### Work instruction
Below is a block of records. Copy every line in it that contains the word "Avenida".

### Record set
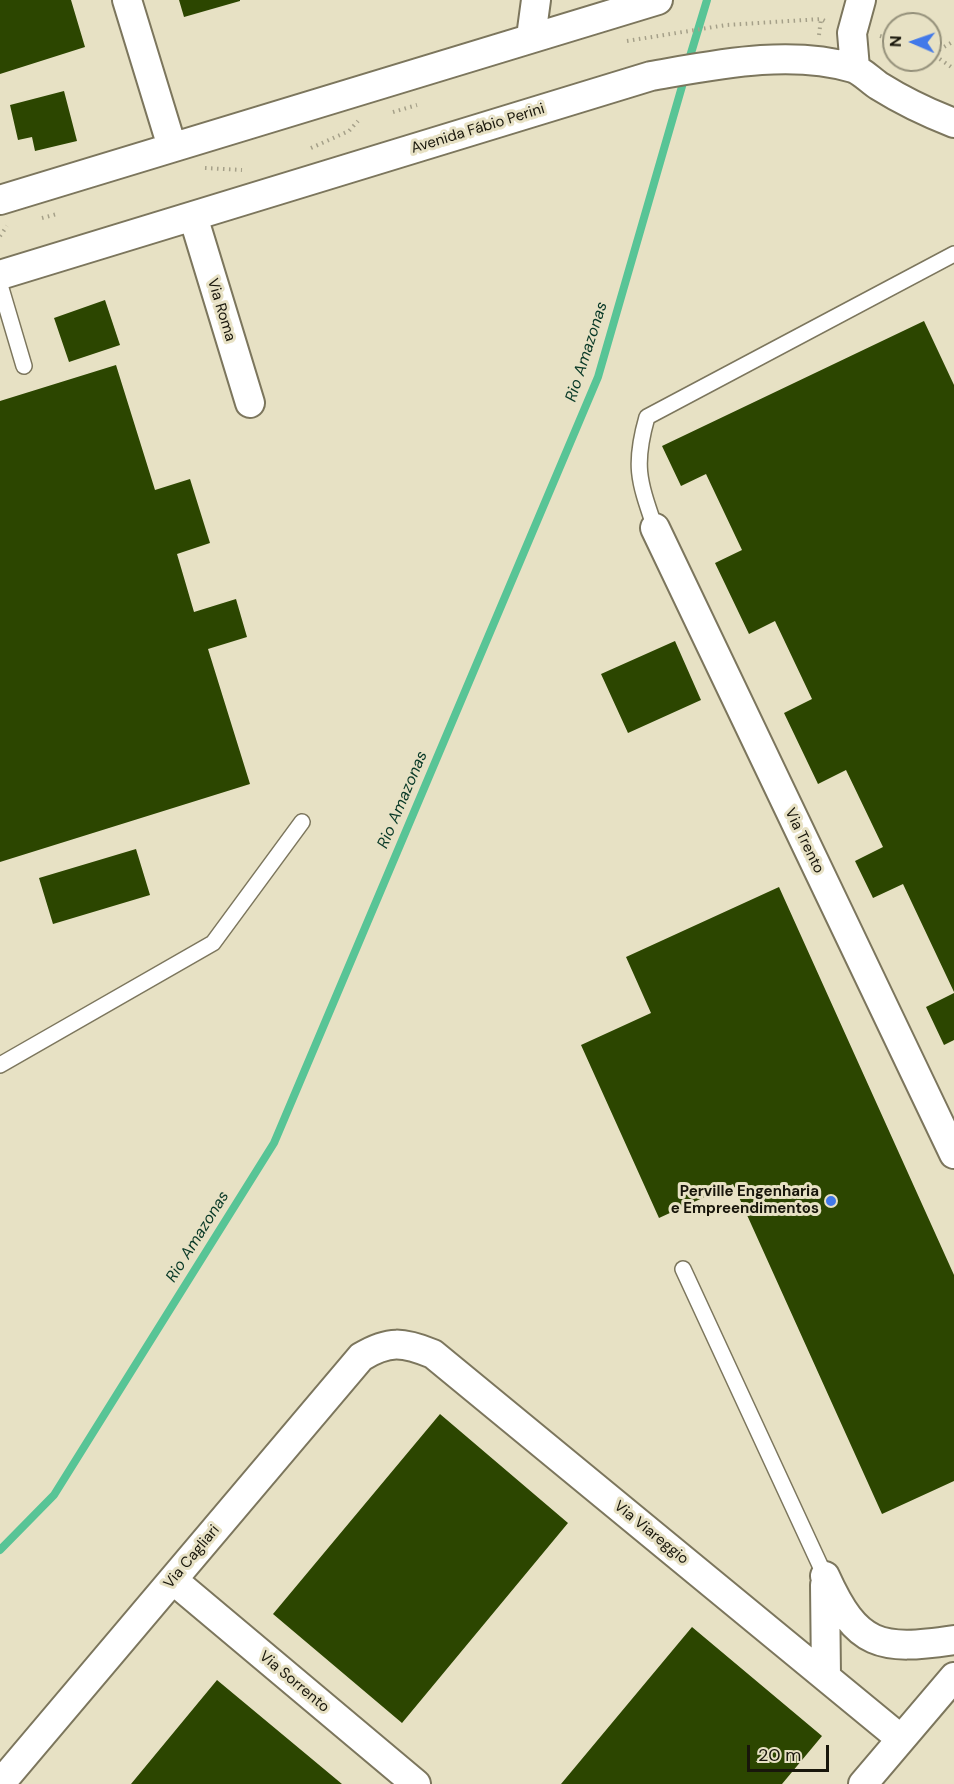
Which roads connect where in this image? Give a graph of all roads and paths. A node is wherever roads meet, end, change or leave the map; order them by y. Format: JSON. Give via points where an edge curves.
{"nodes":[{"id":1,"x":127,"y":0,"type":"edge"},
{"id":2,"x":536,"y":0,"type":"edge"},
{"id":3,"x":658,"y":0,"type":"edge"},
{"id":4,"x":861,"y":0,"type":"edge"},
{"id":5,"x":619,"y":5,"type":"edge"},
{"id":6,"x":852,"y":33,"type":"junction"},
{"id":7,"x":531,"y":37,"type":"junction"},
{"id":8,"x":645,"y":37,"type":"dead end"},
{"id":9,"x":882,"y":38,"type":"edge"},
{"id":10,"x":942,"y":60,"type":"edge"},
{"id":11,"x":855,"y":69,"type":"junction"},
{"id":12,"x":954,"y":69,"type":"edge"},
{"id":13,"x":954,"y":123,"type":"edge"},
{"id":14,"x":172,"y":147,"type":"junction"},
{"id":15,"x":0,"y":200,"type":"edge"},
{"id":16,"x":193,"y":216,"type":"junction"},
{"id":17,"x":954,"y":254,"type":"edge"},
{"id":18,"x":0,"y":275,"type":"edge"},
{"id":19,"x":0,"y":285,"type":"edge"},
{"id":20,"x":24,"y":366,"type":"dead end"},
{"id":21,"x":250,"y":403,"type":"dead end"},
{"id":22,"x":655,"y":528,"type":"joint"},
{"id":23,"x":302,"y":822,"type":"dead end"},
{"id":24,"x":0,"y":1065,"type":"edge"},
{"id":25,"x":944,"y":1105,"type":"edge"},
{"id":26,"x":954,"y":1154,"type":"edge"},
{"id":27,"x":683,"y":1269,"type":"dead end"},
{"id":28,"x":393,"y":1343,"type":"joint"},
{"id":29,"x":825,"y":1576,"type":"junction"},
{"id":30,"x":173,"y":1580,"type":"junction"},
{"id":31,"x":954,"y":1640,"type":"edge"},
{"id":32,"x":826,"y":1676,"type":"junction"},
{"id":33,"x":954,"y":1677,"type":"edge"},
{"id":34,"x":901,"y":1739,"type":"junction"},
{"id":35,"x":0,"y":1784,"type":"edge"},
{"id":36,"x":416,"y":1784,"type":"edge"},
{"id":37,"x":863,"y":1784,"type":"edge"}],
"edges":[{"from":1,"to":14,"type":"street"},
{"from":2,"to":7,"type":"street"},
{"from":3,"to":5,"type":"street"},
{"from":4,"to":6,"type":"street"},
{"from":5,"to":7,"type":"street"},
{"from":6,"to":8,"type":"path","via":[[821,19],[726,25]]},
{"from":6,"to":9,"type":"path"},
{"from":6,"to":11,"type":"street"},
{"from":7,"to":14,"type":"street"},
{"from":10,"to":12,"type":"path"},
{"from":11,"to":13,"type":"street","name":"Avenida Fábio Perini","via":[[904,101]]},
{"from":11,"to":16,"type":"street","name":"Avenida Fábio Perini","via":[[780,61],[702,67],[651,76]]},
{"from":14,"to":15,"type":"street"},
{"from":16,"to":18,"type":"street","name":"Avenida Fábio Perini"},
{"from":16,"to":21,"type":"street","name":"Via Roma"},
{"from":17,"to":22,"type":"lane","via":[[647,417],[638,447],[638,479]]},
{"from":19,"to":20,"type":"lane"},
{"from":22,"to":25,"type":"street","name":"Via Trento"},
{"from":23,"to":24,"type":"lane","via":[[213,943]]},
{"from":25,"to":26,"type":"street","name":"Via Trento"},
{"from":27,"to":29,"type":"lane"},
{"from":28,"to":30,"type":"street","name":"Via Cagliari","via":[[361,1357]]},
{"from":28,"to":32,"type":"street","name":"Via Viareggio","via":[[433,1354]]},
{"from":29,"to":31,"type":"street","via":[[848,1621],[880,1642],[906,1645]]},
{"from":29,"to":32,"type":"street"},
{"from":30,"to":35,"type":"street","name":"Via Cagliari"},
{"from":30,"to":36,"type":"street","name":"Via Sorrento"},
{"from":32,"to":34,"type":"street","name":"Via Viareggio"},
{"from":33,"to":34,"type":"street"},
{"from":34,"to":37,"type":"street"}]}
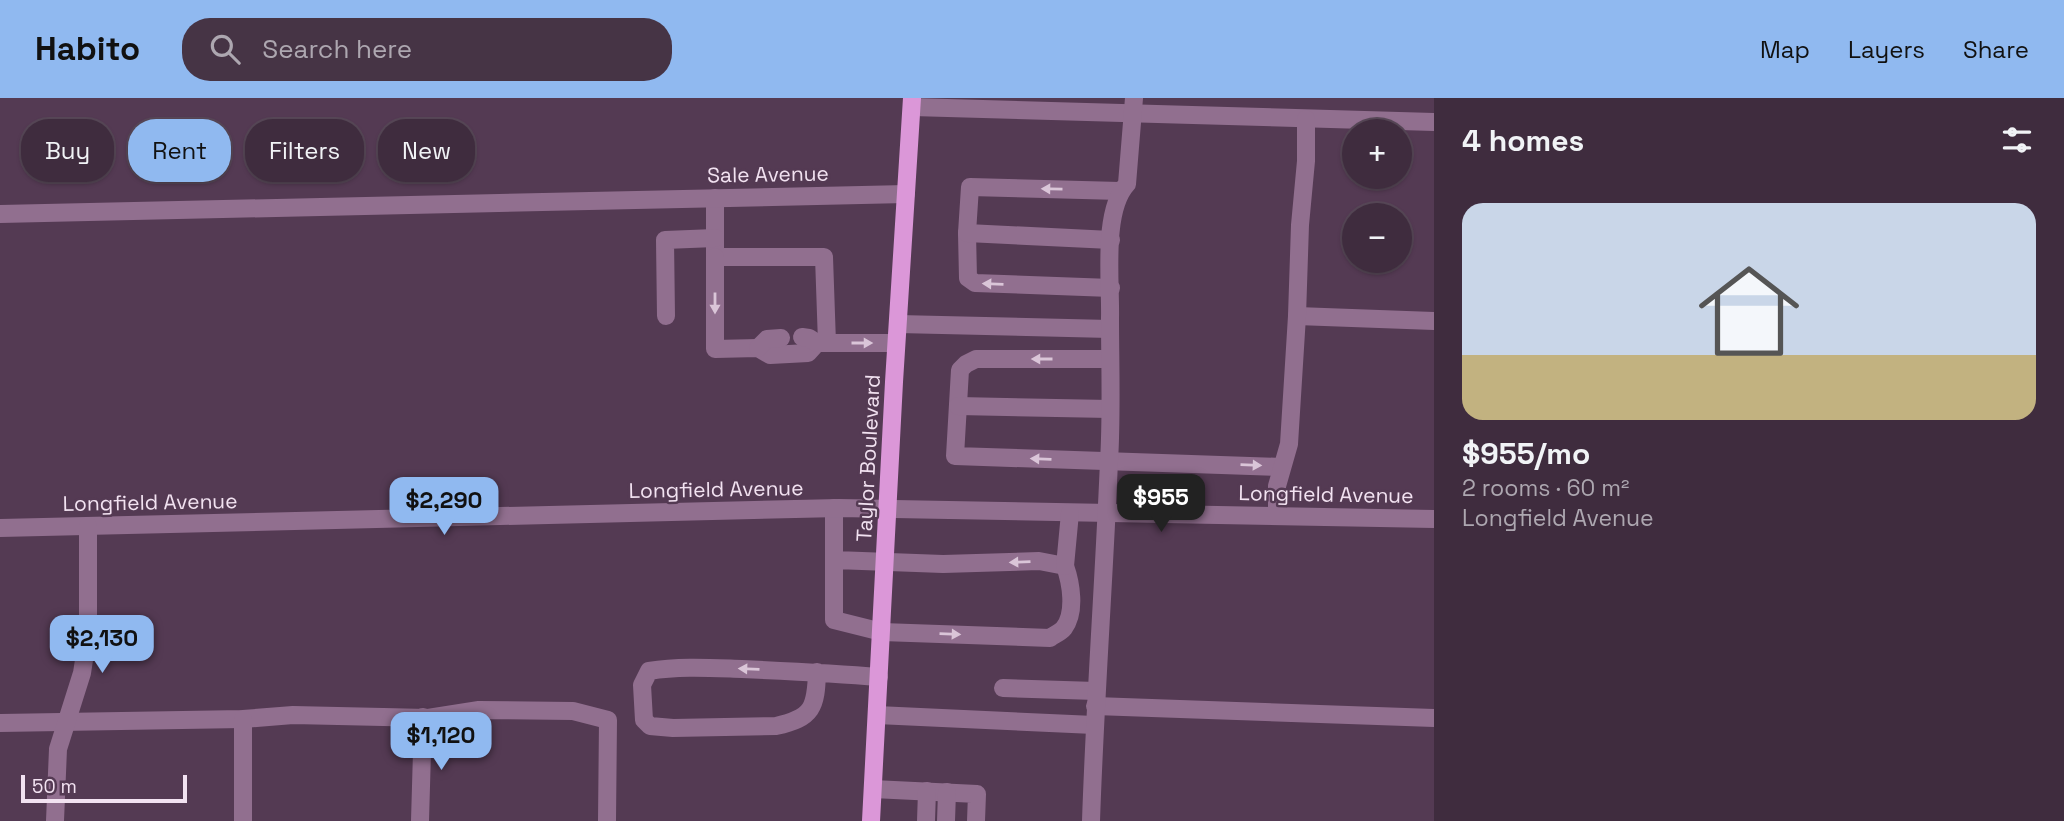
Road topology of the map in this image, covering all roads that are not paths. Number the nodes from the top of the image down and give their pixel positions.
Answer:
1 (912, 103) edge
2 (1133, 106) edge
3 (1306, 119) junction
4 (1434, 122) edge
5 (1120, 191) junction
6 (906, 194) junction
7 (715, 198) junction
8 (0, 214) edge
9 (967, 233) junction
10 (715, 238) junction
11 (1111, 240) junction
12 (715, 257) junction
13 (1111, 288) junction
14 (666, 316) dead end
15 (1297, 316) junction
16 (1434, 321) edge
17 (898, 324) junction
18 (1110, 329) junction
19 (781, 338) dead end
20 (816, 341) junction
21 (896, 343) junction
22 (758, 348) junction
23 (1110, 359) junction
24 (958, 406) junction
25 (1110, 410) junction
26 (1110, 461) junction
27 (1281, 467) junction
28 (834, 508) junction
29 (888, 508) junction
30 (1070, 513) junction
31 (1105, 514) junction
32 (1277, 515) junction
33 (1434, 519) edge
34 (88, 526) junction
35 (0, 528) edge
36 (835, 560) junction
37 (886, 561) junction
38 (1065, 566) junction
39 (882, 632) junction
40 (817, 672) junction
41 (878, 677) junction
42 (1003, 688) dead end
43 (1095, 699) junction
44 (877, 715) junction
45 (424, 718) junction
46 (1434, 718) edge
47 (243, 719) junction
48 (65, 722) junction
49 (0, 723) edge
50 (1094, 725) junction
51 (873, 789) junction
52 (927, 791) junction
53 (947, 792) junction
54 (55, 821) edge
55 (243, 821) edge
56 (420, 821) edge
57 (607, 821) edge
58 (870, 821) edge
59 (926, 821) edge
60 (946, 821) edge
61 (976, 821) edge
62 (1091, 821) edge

### Response to this exercise
{"from":11,"to":13,"type":"street","name":"Avenida Fábio Perini","via":[[904,101]]},
{"from":11,"to":16,"type":"street","name":"Avenida Fábio Perini","via":[[780,61],[702,67],[651,76]]},
{"from":16,"to":18,"type":"street","name":"Avenida Fábio Perini"},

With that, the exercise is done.